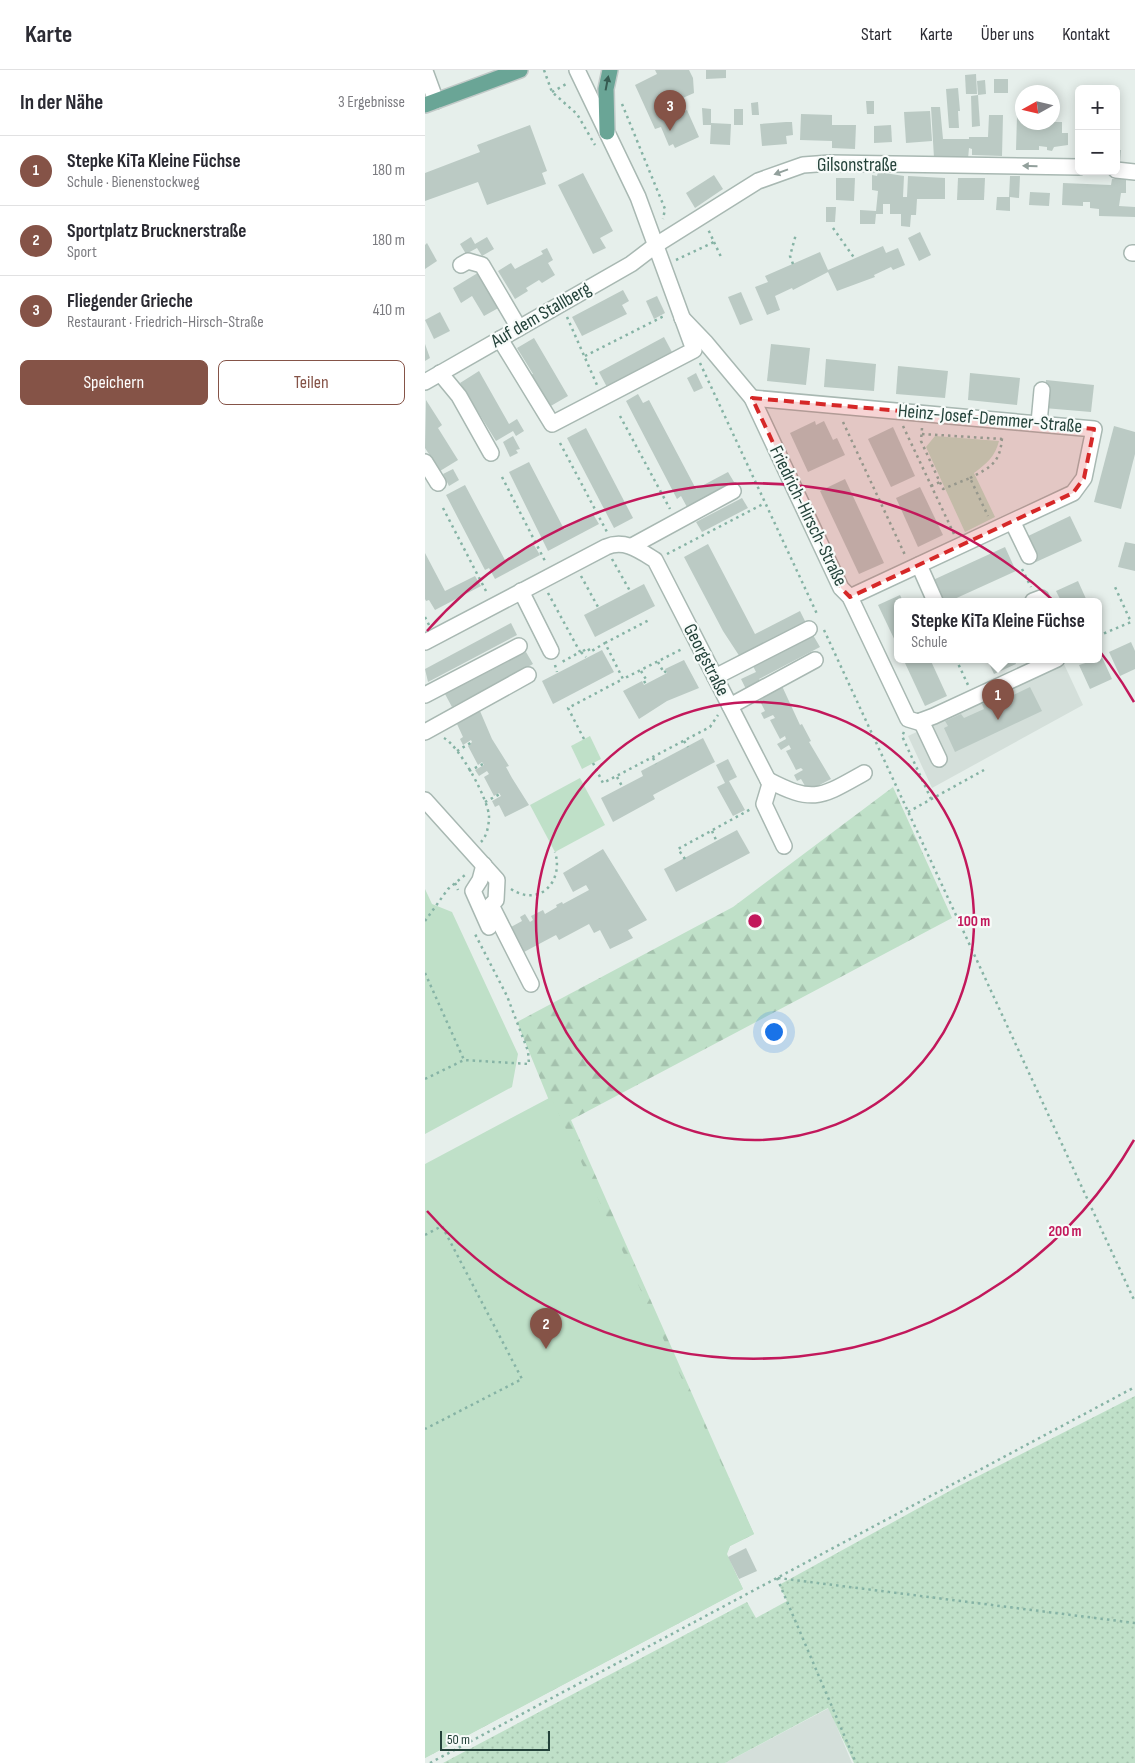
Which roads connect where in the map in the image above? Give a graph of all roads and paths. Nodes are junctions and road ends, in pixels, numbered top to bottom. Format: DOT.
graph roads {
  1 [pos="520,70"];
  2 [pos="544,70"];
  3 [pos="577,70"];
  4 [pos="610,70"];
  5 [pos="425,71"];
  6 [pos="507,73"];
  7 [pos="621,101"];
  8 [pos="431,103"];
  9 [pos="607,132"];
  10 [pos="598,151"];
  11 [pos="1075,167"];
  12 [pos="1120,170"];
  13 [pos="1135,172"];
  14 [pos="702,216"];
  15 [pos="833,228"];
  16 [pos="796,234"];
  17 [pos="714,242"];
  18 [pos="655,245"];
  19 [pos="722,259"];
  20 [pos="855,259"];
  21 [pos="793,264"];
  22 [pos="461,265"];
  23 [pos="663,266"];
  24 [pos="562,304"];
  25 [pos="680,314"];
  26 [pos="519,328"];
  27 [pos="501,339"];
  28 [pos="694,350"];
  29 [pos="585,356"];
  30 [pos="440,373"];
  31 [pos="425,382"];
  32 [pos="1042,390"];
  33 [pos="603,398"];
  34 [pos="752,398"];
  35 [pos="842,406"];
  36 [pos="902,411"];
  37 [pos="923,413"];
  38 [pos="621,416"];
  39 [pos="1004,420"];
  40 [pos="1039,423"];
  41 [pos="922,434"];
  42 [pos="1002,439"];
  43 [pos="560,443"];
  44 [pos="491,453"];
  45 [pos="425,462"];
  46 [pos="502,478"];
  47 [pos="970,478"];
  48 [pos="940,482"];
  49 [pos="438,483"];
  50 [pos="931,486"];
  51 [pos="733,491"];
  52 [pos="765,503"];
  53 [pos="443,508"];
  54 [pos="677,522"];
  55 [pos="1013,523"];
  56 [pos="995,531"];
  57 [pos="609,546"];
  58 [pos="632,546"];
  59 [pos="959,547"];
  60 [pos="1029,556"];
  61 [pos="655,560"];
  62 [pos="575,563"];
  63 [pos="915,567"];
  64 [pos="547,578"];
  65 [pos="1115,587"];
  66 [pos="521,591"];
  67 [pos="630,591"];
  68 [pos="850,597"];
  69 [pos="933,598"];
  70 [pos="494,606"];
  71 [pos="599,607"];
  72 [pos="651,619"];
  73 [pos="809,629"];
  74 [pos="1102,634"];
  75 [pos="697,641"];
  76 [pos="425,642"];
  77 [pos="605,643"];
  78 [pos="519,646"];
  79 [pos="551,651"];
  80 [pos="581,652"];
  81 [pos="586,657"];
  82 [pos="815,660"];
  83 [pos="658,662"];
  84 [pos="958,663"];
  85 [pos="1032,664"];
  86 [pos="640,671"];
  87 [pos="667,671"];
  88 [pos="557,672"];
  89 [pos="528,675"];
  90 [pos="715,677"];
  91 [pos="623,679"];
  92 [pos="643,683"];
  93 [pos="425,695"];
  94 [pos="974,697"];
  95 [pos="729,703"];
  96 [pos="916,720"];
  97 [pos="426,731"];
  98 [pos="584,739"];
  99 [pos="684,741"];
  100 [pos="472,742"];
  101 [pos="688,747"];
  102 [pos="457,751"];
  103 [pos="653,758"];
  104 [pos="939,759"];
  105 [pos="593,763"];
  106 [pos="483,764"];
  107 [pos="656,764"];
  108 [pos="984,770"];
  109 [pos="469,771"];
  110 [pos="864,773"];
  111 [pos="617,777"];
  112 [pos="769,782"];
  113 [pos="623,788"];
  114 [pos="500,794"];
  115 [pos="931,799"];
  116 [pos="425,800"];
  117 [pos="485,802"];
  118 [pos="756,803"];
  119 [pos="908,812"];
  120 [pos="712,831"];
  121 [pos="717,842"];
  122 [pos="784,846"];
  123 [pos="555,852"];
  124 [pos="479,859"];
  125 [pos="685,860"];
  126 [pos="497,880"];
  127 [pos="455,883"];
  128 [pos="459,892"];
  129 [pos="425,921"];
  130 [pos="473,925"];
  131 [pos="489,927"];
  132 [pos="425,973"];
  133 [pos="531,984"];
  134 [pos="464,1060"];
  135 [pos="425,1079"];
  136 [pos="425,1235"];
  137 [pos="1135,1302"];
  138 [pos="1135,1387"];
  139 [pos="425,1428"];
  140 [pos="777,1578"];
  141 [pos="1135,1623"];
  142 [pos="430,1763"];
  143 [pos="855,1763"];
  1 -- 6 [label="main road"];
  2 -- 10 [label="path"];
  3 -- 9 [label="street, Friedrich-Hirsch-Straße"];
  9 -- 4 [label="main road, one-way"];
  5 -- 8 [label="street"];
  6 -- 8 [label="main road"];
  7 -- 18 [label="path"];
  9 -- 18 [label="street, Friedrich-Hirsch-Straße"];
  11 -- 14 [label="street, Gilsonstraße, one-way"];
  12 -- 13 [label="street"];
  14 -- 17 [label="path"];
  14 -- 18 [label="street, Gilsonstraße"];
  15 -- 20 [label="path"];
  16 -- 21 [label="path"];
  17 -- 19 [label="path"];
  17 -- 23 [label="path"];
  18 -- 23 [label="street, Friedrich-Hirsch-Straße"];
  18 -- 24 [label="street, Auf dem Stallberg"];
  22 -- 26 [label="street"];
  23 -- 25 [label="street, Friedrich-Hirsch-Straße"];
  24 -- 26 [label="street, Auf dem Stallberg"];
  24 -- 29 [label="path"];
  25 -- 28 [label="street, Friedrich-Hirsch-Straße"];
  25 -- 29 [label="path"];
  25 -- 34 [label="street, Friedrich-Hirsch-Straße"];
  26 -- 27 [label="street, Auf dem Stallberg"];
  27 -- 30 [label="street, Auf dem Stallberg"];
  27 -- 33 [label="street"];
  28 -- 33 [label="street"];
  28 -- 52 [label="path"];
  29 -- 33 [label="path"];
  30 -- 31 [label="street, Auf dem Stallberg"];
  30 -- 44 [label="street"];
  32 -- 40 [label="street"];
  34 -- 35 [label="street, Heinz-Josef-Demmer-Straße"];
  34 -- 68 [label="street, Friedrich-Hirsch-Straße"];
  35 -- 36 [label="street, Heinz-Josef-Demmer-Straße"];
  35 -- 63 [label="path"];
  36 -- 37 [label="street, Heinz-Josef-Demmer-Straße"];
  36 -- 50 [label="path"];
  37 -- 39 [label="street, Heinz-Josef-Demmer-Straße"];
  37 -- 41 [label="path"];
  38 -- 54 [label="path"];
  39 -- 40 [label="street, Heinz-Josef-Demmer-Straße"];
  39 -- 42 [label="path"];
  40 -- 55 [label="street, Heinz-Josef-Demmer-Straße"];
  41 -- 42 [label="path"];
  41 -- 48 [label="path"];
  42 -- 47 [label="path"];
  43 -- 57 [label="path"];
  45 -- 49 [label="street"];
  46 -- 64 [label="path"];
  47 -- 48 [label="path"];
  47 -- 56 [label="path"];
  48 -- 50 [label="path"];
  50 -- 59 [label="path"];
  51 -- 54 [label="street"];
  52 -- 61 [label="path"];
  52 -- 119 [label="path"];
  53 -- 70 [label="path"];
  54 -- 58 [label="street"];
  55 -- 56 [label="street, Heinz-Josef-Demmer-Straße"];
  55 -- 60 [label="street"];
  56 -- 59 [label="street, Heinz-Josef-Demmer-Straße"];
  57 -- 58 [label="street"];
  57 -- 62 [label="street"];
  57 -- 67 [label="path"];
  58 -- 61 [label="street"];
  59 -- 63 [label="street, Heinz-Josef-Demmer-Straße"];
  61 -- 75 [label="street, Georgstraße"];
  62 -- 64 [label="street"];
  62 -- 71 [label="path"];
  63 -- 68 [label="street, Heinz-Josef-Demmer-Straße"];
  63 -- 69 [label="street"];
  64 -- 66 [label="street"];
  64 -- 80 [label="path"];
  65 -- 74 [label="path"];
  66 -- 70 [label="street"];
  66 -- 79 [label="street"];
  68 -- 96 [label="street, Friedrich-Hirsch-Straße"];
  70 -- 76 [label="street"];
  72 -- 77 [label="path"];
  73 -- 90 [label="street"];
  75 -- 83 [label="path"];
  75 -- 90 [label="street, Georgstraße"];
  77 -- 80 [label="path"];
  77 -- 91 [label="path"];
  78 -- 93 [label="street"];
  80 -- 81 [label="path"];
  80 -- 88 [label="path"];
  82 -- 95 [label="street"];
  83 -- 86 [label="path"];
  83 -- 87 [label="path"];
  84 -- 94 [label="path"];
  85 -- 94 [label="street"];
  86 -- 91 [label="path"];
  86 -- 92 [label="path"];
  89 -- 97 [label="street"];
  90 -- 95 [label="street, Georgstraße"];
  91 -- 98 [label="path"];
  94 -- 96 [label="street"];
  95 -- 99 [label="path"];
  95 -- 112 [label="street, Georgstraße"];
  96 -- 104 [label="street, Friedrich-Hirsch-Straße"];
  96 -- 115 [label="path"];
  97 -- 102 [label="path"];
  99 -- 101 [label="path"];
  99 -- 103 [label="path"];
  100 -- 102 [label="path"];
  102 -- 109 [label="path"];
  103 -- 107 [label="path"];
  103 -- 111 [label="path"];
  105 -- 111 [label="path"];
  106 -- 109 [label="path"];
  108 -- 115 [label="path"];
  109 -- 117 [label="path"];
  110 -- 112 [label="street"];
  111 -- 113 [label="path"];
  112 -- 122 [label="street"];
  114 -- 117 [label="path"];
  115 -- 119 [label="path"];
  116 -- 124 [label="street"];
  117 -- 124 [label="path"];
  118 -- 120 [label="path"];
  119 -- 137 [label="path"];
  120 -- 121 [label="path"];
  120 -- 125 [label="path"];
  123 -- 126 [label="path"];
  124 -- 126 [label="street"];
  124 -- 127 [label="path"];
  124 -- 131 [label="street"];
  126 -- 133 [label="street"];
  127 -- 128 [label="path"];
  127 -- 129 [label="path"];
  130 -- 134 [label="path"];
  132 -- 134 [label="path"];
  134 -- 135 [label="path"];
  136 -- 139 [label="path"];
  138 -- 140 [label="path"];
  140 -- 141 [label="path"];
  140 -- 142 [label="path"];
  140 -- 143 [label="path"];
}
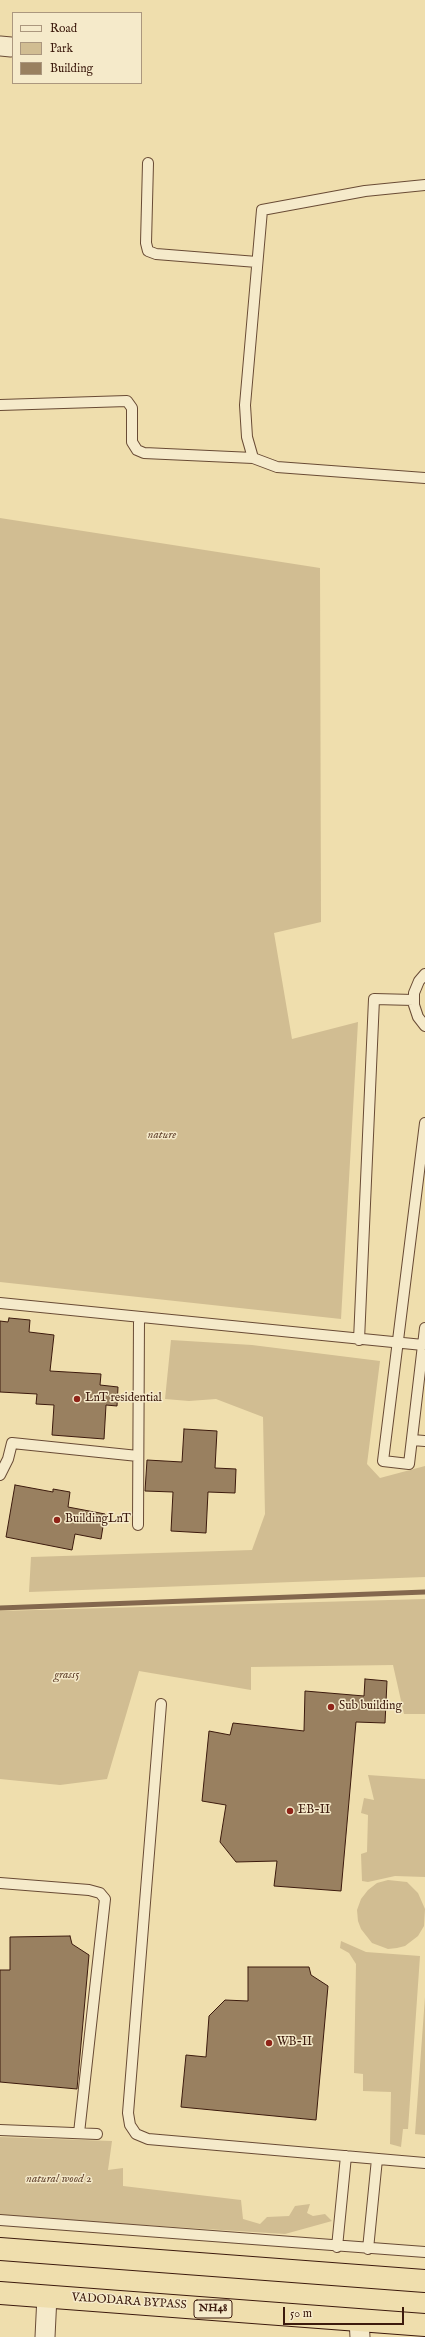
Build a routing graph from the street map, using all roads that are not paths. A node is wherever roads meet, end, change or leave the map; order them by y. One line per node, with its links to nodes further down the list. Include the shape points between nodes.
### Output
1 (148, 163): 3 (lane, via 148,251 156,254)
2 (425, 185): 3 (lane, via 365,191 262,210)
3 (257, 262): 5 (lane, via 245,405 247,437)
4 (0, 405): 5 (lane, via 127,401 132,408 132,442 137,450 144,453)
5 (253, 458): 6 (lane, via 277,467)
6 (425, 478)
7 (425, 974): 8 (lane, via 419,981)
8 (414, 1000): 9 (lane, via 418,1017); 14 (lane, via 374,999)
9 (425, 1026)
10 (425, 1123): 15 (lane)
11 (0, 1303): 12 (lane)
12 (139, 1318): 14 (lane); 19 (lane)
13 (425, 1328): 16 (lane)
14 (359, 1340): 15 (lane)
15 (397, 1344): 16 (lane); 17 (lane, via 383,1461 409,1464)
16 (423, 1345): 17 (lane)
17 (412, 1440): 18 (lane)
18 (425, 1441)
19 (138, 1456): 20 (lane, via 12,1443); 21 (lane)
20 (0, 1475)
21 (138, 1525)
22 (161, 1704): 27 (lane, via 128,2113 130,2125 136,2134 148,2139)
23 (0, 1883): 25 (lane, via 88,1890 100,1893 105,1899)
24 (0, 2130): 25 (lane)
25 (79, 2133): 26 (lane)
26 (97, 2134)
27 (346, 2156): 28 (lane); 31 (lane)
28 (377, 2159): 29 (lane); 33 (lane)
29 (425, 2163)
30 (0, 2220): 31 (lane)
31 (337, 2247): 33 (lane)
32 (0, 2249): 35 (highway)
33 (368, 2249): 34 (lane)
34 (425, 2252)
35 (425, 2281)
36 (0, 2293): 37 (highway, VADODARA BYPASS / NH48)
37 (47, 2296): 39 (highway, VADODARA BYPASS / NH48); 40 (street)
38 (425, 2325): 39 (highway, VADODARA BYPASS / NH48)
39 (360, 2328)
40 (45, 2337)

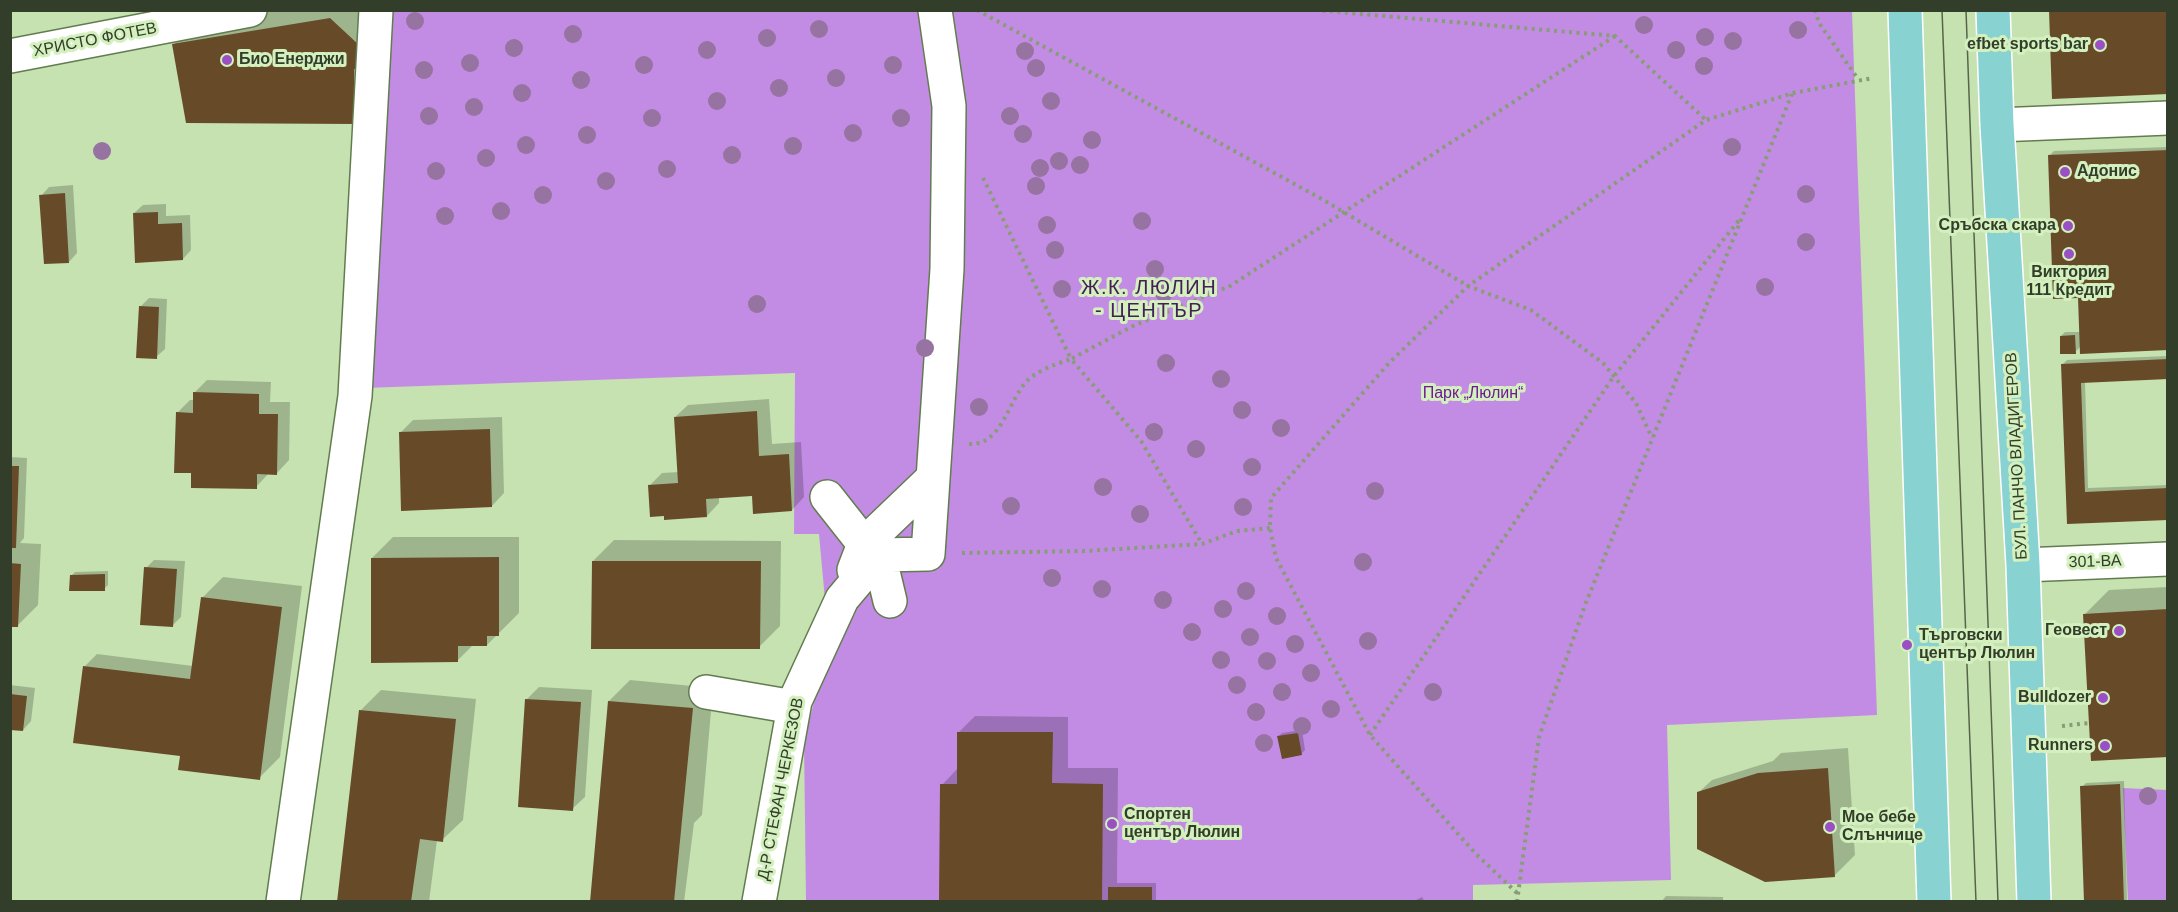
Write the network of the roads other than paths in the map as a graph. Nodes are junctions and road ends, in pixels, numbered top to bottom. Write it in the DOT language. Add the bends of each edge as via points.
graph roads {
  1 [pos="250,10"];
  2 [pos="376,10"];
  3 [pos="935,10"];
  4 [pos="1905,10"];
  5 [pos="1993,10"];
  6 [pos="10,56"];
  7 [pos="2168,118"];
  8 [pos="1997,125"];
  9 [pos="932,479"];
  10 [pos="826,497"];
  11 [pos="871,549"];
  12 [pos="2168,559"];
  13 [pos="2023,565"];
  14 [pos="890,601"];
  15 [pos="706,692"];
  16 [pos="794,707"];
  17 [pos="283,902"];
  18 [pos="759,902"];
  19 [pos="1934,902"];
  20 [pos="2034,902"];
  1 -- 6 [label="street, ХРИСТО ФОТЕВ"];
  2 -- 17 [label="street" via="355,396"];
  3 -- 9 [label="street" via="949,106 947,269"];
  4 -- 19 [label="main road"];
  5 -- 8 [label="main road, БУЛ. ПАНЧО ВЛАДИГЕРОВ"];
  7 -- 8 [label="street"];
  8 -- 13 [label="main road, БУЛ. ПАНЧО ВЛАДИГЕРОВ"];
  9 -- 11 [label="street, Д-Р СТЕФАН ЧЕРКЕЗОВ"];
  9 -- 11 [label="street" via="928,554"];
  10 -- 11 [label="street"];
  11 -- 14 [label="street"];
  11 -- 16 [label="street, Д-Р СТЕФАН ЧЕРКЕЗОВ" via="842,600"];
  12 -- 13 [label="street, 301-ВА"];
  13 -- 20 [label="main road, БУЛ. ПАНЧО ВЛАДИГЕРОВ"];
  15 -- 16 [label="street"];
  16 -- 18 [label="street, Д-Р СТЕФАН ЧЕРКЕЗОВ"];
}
+ + +
Throughout the data above, report every line that contains the string "highway".

32 (0, 2249): 35 (highway)
36 (0, 2293): 37 (highway, VADODARA BYPASS / NH48)
37 (47, 2296): 39 (highway, VADODARA BYPASS / NH48); 40 (street)
38 (425, 2325): 39 (highway, VADODARA BYPASS / NH48)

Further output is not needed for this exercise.